First, I have a hard time believing 20% of the spend ends up in my pocket. So I would be interested to see the reference on that.
Given that the entire government and all insurance companies were unable to control costs and risk, how the hell are a bunch of disorganized physicians supposed to do it?
Great solution eh?
All the result in institutional co-dependency between the payers of healthcare and the providers of Complex health care!
The whole point of “value based care” is to pay doctors less and to pay pharma, suppliers, administrators, etc. more.
I think the evidence is showing that “value based care” is not the panacea it was supposed to be to control costs. Nevertheless, we continue to push it as though it were. Dr. Palmer makes a very valid point. Even if we use less resources as physicians, but the costs of those resources continues to rise (as it is doing) what kind of progress are we really making?

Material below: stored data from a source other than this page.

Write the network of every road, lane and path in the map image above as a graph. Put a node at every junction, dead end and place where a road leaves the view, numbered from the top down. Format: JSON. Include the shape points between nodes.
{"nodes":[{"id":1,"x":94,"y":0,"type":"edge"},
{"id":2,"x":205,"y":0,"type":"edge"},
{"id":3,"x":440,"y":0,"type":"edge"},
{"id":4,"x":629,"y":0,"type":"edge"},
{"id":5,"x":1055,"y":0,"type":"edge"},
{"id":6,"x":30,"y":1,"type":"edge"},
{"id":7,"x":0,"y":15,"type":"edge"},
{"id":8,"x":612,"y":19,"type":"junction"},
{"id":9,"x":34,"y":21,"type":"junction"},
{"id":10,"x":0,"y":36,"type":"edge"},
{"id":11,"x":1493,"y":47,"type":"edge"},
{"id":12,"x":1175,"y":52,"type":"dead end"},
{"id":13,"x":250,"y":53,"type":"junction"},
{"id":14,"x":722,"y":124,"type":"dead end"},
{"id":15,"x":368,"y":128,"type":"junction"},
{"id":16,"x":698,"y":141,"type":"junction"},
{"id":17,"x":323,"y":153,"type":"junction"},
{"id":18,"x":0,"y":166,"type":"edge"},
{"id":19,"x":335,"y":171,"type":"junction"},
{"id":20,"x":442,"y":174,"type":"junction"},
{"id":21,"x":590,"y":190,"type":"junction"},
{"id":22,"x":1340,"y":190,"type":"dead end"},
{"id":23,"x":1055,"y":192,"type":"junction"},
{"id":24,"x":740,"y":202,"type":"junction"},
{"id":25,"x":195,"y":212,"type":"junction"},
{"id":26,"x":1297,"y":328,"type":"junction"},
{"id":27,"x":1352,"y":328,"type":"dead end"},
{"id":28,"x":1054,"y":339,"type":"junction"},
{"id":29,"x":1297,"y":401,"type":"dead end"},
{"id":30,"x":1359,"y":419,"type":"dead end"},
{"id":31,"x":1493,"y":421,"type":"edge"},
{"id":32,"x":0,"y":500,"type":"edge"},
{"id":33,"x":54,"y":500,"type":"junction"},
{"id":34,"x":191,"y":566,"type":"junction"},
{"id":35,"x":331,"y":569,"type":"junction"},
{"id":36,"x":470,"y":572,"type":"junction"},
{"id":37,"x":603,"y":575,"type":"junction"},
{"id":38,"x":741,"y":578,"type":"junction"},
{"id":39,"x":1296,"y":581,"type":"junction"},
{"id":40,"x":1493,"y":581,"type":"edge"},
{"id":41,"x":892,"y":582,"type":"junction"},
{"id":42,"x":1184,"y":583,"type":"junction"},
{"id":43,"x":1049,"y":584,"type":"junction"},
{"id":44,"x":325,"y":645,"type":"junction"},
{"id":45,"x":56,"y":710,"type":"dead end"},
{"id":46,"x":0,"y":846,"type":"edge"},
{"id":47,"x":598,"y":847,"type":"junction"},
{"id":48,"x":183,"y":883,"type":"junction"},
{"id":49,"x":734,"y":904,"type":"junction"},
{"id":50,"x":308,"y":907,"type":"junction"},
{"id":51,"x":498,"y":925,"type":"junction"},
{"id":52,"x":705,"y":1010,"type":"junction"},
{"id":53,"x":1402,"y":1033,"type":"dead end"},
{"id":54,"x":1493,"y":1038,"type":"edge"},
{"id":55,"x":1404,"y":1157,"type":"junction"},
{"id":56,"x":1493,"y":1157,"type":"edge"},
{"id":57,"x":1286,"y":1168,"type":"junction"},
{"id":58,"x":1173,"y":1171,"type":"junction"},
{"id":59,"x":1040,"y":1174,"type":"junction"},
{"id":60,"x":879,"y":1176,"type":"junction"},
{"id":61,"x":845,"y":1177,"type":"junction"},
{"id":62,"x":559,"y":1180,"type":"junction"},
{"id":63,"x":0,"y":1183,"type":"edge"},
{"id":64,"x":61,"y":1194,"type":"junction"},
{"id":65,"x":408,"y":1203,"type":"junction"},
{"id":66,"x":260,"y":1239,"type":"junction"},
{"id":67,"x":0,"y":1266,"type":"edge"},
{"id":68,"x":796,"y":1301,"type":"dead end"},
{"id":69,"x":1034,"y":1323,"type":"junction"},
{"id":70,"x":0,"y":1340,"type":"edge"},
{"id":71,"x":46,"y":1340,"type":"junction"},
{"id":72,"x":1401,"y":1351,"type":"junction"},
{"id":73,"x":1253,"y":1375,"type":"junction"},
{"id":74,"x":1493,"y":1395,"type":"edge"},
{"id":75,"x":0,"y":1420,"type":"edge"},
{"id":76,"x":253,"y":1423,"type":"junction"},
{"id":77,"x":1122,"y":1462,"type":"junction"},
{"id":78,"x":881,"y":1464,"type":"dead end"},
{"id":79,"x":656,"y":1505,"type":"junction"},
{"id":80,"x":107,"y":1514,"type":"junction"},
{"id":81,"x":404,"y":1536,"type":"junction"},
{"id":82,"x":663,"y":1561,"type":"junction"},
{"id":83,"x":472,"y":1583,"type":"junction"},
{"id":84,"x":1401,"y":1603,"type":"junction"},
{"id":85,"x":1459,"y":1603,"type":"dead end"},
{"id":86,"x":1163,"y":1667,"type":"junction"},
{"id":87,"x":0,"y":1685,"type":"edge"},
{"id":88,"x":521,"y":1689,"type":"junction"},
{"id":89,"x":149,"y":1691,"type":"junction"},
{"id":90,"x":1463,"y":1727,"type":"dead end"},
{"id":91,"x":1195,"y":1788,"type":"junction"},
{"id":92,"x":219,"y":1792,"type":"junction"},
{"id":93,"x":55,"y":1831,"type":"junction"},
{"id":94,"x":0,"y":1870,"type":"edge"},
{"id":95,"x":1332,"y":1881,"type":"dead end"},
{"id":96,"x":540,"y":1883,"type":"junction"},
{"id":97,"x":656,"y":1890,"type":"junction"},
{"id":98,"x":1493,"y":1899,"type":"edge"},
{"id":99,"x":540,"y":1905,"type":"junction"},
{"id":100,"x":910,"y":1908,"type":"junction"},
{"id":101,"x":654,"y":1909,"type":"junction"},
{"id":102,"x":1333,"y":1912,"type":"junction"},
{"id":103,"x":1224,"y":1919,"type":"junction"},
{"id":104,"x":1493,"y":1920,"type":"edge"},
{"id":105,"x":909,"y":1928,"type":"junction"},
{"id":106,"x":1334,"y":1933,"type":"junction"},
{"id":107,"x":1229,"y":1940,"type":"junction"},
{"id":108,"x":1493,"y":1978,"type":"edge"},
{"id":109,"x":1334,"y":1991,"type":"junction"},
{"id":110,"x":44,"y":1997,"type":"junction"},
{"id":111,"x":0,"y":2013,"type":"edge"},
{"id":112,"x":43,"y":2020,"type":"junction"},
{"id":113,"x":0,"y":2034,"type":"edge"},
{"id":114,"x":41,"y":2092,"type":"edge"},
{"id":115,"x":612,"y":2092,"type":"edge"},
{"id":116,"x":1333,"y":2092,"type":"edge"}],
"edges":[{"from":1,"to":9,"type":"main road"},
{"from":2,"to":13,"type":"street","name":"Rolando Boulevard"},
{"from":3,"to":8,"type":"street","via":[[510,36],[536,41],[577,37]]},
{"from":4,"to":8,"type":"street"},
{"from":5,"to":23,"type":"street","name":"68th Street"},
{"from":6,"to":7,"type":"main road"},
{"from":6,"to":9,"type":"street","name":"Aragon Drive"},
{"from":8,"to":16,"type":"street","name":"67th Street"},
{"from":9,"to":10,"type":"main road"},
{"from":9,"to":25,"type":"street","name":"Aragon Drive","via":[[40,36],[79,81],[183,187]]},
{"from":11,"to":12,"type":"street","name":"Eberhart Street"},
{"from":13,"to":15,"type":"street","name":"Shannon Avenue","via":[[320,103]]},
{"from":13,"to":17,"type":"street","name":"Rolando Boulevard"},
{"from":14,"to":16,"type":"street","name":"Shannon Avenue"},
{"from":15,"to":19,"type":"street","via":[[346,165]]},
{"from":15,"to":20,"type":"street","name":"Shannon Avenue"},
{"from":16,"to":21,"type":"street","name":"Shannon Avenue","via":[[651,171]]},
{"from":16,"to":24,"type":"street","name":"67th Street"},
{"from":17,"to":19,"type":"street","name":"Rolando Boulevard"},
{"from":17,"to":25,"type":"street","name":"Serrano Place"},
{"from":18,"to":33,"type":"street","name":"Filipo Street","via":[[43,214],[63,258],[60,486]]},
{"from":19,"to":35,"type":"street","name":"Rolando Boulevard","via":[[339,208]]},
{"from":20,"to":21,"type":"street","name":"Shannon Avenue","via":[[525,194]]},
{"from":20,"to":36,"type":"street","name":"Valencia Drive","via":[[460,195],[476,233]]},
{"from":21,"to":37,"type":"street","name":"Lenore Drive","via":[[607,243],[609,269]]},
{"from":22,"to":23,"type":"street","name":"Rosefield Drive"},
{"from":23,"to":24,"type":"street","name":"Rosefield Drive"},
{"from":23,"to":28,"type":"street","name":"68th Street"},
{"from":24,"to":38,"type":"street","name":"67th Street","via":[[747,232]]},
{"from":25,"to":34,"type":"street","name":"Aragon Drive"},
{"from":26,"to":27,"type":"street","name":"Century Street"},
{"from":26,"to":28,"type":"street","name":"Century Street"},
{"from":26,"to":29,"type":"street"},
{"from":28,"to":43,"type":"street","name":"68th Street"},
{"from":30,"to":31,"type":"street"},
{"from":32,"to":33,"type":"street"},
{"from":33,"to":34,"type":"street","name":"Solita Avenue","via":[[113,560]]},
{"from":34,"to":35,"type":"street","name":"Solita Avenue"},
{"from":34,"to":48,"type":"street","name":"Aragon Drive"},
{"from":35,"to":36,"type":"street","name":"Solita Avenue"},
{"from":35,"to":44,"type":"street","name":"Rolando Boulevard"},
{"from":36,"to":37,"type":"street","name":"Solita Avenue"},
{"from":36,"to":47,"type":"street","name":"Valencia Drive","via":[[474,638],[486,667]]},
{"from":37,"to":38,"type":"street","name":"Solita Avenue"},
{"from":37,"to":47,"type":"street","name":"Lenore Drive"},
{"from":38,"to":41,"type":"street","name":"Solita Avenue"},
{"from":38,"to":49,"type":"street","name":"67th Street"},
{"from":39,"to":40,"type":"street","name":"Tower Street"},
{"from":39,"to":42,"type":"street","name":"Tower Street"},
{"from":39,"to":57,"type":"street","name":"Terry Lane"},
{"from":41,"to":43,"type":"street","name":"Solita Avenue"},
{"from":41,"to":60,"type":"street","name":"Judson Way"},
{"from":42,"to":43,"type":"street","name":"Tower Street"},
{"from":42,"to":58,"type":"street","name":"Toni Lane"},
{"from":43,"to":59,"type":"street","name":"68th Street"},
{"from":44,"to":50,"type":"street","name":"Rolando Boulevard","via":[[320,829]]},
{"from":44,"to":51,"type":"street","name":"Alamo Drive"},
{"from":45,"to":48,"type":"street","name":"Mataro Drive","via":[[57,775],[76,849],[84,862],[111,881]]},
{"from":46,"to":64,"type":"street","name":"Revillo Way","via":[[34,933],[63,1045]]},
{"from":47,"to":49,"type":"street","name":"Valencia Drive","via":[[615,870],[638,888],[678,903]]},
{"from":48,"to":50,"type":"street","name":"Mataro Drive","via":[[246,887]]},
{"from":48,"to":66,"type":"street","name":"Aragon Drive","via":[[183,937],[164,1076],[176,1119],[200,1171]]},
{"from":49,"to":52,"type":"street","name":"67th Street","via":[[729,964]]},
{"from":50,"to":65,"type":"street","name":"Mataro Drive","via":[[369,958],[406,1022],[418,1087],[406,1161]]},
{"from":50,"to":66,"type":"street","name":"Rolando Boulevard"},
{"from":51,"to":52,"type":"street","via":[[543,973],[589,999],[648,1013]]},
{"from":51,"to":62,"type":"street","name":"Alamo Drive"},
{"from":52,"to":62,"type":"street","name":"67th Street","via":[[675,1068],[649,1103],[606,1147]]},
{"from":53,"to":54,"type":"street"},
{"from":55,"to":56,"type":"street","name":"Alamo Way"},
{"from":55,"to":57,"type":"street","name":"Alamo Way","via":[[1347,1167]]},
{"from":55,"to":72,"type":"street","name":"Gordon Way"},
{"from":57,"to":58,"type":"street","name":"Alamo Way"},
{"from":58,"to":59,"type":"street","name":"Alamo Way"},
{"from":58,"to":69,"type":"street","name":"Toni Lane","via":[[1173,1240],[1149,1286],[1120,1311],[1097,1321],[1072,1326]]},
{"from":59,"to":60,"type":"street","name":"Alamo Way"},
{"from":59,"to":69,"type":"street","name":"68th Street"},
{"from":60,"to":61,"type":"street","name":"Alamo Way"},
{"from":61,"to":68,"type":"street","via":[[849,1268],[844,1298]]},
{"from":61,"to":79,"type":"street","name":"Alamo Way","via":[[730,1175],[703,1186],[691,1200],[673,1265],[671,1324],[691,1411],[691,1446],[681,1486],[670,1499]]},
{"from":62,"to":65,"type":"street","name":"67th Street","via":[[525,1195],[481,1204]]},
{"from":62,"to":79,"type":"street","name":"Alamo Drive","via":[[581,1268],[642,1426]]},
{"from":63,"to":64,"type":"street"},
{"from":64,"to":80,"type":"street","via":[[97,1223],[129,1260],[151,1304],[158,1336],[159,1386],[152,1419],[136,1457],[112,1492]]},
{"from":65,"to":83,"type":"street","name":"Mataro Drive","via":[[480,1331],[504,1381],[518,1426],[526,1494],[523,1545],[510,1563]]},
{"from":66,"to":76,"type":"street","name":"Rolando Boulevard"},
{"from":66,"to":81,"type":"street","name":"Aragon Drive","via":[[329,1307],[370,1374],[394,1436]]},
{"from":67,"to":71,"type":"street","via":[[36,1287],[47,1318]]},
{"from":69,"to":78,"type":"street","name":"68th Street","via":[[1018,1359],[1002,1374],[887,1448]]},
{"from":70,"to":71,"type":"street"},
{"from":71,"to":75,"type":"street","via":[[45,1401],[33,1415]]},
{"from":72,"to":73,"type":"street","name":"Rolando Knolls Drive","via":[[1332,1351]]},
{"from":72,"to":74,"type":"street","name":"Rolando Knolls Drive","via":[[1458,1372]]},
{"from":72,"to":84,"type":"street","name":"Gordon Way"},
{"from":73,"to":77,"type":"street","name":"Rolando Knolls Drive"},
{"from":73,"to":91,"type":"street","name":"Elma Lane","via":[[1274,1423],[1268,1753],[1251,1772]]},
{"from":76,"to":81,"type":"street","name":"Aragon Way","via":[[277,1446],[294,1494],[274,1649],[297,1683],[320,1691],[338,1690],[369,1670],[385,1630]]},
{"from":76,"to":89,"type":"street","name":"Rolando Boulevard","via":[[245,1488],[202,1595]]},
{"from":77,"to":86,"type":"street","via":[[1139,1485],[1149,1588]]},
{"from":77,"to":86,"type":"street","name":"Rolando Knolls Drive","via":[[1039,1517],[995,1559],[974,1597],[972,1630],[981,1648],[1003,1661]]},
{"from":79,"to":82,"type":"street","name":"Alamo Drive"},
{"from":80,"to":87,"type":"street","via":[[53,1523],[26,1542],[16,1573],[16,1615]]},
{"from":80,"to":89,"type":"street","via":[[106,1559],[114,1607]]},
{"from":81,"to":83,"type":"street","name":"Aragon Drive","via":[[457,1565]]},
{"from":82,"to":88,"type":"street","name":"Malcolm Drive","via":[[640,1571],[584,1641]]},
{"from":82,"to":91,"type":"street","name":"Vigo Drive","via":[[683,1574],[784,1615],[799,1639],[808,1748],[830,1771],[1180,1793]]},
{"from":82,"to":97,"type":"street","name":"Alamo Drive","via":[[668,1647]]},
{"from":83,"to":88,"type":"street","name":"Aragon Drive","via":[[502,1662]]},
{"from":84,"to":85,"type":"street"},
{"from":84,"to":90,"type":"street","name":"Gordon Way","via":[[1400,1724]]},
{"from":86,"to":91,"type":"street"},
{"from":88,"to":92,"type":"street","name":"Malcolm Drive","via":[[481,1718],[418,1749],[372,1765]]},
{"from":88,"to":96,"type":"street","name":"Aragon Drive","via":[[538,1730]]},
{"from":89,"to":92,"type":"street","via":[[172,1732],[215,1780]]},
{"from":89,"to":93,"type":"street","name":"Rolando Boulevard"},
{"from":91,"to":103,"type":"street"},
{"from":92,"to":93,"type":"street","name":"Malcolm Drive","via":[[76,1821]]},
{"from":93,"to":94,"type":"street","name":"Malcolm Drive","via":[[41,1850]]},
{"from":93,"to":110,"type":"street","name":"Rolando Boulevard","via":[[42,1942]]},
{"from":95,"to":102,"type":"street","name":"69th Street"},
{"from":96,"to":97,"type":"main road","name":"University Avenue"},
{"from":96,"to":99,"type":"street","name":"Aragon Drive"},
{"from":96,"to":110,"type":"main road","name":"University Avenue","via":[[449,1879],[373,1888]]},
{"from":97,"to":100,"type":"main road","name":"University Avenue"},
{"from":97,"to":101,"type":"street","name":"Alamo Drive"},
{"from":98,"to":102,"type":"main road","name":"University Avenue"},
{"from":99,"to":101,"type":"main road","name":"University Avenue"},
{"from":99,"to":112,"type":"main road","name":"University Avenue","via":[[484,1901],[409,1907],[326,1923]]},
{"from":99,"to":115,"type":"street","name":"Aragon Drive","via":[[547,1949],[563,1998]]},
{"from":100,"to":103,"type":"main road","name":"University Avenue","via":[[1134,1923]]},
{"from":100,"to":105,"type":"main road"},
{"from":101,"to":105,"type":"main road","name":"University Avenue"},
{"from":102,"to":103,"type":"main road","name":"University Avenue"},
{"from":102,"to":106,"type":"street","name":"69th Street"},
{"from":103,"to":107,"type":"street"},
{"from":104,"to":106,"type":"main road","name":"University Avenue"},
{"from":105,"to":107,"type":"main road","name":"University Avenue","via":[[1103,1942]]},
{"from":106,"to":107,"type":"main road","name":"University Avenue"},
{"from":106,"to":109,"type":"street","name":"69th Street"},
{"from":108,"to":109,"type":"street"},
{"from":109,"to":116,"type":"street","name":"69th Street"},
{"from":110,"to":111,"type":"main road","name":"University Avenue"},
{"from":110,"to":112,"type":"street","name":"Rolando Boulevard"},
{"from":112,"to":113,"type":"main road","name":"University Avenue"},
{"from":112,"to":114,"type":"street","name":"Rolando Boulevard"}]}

Alternate payment models need to look at all providers and all costs, not just docs. Docs take about 20% of the health care dollar (but we do control lots of other costs). We need to look at alternate payment models for pharma, administration, nurse labor, tech labor, durable medical equipment, supplies, capital, depreciation, et al. The least we should do with pharma and supplies is to exert monopsonic purchasing (The government gave up on that when the PPACA was passed, however. Too political.) But it needs revisiting.
If we are all going to end up as docs running little de facto insurance companies we need to be informed of this in medical school and we need suitable course work in management and actuarial calculations. Also, we need to control the front end and to be able to charge patients or government or businesses what we need in premiums. In other words, we cannot be only the subdivision of a health insurance firm that takes downside risks. We need to run the whole firm.
If you are asked to be an input factor of an insurance firm and every supplier to the firm charged what he needed except you, who is given remuneration based upon your savings from last year, you would smell some mischief in the air and you probably would decline the offer if it were put that bluntly.